Быстрая ручонка в мгновение ока стибрила останки курицы с моей тарелки; другая очистила Сарину. Удальцы с визгом рванули с места события. Остальные ринулись следом.
— В такие минуты ненавидишь себя за то, что ты белая, — сказала Сара.
— Бывают гетто и для белых. А также черные богачи.
— Разве сравнишь!
— Но мы-то тут при чем?
— Каждый должен начинать с себя…
— Меня увольте. Мне моя белая задница ближе. Давай-ка лучше сольемся с народом и примем по маленькой.
— У тебя на все один ответ: давай примем.
— Это не ответ; признание немощи.
Народ по-прежнему кучковался группками. Даже тут, на этих занюханных задворках, выгородились свои гетто: вот публика района Малибу, а вот — с Беверли Хиллз. Леди и джентльмены в туалетах из лучших модных домов безошибочно узнавали в толпе себе подобных и стягивались друг к другу, не испытывая ни малейшего желания смешиваться с инородными особями. Удивительно, как они вообще решились появиться в черном гетто Вениса. Видать, у них шик такой. Самое же противное — эти богатые и знаменитые по большей части мудаки и ублюдки. Просто им подфартило подобраться поближе к корыту. Или удалось откачать деньжат из карманов публики-дуры. Эти слепоглухонемые бездари, обделенные душой, казались ей небожителями. Плохой вкус плодит гораздо больше миллионеров, чем хороший. И все решается большинством голосов. А на безрыбье и рак рыба. В конце концов, если не эти, то кто? Не они, так другие, ничем не лучше…

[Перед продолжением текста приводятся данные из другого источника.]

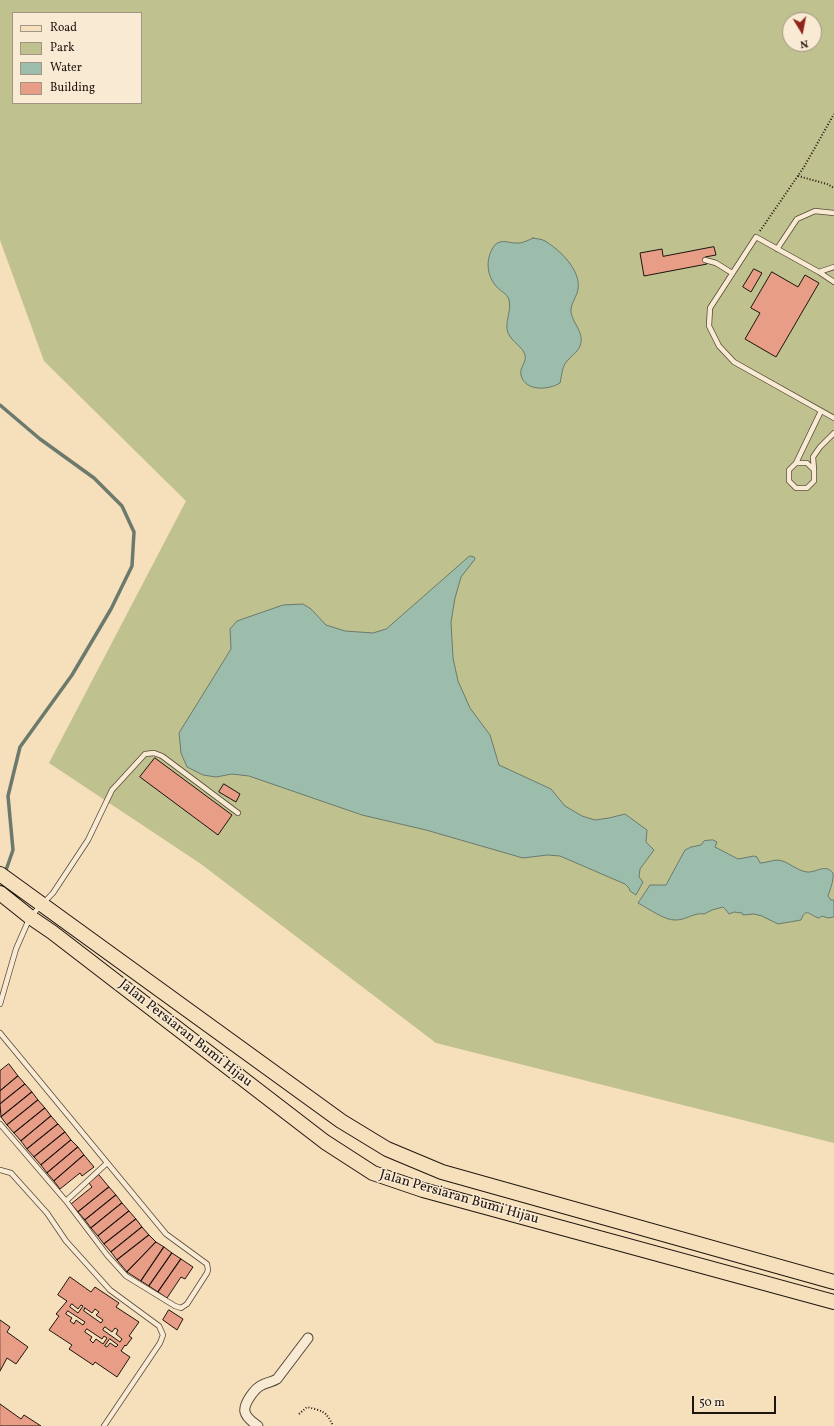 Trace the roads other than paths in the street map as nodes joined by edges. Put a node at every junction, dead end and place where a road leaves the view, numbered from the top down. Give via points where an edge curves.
1 (834, 213) edge
2 (777, 249) junction
3 (705, 260) dead end
4 (834, 267) edge
5 (819, 272) junction
6 (732, 273) junction
7 (834, 282) edge
8 (821, 412) junction
9 (834, 418) edge
10 (834, 433) edge
11 (796, 463) junction
12 (814, 470) junction
13 (238, 813) dead end
14 (0, 874) edge
15 (0, 893) edge
16 (41, 904) junction
17 (30, 918) junction
18 (0, 1004) edge
19 (0, 1033) edge
20 (0, 1124) edge
21 (107, 1163) junction
22 (0, 1170) edge
23 (66, 1201) junction
24 (834, 1282) edge
25 (834, 1302) edge
26 (308, 1338) dead end
27 (104, 1426) edge
28 (258, 1426) edge

1 - 2 lane via 815,211 797,219
2 - 5 lane
2 - 6 lane via 756,237
3 - 6 lane via 716,263
4 - 5 lane
5 - 7 lane
6 - 8 lane via 710,308 709,326 719,346 734,362
8 - 9 lane
8 - 11 lane
10 - 12 lane via 813,457
11 - 12 lane via 807,463
11 - 12 lane via 789,470 789,481 796,488 807,488 814,481
13 - 16 lane via 162,756 145,754 112,790 88,840 53,893
14 - 16 main road, Jalan Persiaran Bumi Hijau
15 - 17 main road, Jalan Persiaran Bumi Hijau
16 - 17 lane
16 - 24 main road, Jalan Persiaran Bumi Hijau via 341,1121 388,1149 442,1172
17 - 18 lane via 16,949
17 - 25 main road, Jalan Persiaran Bumi Hijau via 325,1142 373,1173 423,1190
19 - 21 lane
20 - 23 lane
21 - 23 lane
21 - 23 lane via 166,1234 207,1264 207,1273 184,1306 175,1306 126,1276
22 - 27 lane via 11,1173 110,1290 159,1326 163,1335
26 - 28 street via 277,1379 255,1390 247,1402 245,1414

Мы подсели к столику Франсуа. Он погрузился в глубокую печаль и не замечал ничего вокруг. Во рту торчала обслюнявленная надломленная сигара. Франсуа уставился в стакан с выпивкой. Шляпу он так и не снял. Чувство стиля не покидало его даже в самые тяжкие моменты жизни. Но теперь оно начало ему изменять, это был плохой знак.
— Где вас черти носили? Я из-за вас обед задержал. Почему опоздали?
— Слушай, старина, может, соснешь чуток? Утро вечера мудренее…
— Ни хрена оно не мудренее. В чем и беда.
Подошел Джон.
— Я возьму его на себя. Он у меня будет как огурчик. Пойдемте, я вас кое с кем познакомлю.
— Да нет, нам пора.
— В такую рань?
— Душа не на месте из-за этого бээмвэшника.
— Ну ладно, я вас отвезу.
Машина стояла на месте как ни в чем не бывало. Мы пересели и помахали Джону, отъезжавшему на гетго-парти к бедняге Франсуа.
Мы быстро вырулили на шоссе.
— Как-никак, а сценарий ты сварганил, — сказала Сара.
— Как-никак, да.
— Неужто его правда поставят?
— Он ведь про пьянь. А кого пьянь интересует?
— Меня. А кто будет играть главную роль?
— Франсуа.
— Франсуа?
— Да.
— А у нас дома выпить есть?
— Пол-ящика «гамей божоле».
— Это хорошо.
Я ударил по газам, и мы помчались туда, где нас поджидала эта прелесть.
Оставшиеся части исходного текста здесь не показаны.